The Southern Baptist Convention passed a resolution last week that one pastor says alludes to a Marxist ideology as a complement to biblical solutions to racism and other cultural ills.
Last Wednesday, "Resolution #9 – On Critical Race Theory and Intersectionality" passed after a short but contentious debate at the SBC's annual meeting in Birmingham, Alabama. Critical Race Theory (CRT) – according to Britannica.com – is "the view that race, instead of being biologically grounded and natural, is socially constructed; and that race, as a socially constructed concept, functions as a means to maintain the interests of the white population that constructed it." The theory of intersectionality says all oppressed groups are interdependent and subject to overlapping systems of oppression.
According to Pastor Steve Feinstein of Sovereign Way Christian Church in Hesperia, California, the concepts are straight out of the Marxist playbook. "Behind these theories … really is a philosophy that's fueled by rage and anger and speaks purposefully to divide people," he tells OneNewsNow.
Resolution #9, as approved, stated that the Southern Baptist Convention should use CRT and intersectionality only as "analytical tools subordinate to Scripture" to aid in evaluating the human experience.
Feinstein actually authored the resolution as a condemnation of the two theories – but someone at the SBC, he says, completely reworded it to endorse the philosophies, provided they are subordinate to scripture.
"From a Christian perspective, these are tools that are being used to divide humanity in a form of identity politics that's very anti-majority," says the pastor, "and at the same time it infiltrates the church and then unity in Christ becomes impossible."
On his personal blog, Feinstein has posted the resolution as originally submitted. He admits to being "stoked" the day of the vote that his resolution was accepted, but that he immediately noticed the committee had "severely altered" what he had submitted. "It is their right to do so," he adds.
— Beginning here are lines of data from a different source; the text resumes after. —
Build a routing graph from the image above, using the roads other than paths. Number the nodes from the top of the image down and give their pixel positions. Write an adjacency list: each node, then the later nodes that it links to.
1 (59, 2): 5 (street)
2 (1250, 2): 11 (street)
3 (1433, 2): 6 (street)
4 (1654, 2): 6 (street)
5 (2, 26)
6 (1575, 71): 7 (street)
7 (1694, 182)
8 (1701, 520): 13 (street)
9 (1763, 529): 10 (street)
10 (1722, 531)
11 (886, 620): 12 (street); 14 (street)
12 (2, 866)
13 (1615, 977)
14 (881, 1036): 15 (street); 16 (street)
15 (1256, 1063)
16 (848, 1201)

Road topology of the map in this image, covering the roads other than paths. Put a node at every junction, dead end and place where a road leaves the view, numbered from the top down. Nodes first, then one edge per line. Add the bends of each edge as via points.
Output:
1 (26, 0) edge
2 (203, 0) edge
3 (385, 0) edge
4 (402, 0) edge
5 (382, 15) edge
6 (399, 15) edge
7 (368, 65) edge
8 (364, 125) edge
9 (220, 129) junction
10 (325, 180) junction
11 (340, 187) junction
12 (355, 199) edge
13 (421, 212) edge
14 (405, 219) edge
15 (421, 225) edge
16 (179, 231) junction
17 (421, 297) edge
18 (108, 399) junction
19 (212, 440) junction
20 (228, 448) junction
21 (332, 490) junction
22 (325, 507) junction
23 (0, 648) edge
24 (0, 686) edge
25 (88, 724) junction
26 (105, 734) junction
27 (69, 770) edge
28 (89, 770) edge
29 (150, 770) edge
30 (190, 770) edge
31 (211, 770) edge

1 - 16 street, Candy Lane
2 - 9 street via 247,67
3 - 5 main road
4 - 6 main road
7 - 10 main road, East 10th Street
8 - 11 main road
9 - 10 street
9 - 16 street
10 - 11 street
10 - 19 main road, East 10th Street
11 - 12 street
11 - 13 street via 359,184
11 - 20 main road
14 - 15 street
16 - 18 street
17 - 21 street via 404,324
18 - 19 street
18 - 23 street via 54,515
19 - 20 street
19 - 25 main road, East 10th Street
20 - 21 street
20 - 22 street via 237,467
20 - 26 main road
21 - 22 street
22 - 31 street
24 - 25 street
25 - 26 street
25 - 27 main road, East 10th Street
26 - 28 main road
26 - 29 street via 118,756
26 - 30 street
Feinstein sees the rewrite as part of an effort of the SBC to appeal to a broader culture by embracing familiar terms and concepts … and he says it starts at the top with the SBC president.
"When I see J.D. Greear talking about white privilege, [I think] perhaps that privilege is real – but I can tell you: the way it's being used, it's just not going to unite anybody," Feinstein concludes.
On the same day Resolution #9 was approved, Greear warned Southern Baptist pastors and churches to avoid being "stooges" for any political party, saying that being tied "too closely" to a political platform "put[s] an unnecessary obstacle in the way of the gospel for half of our mission field."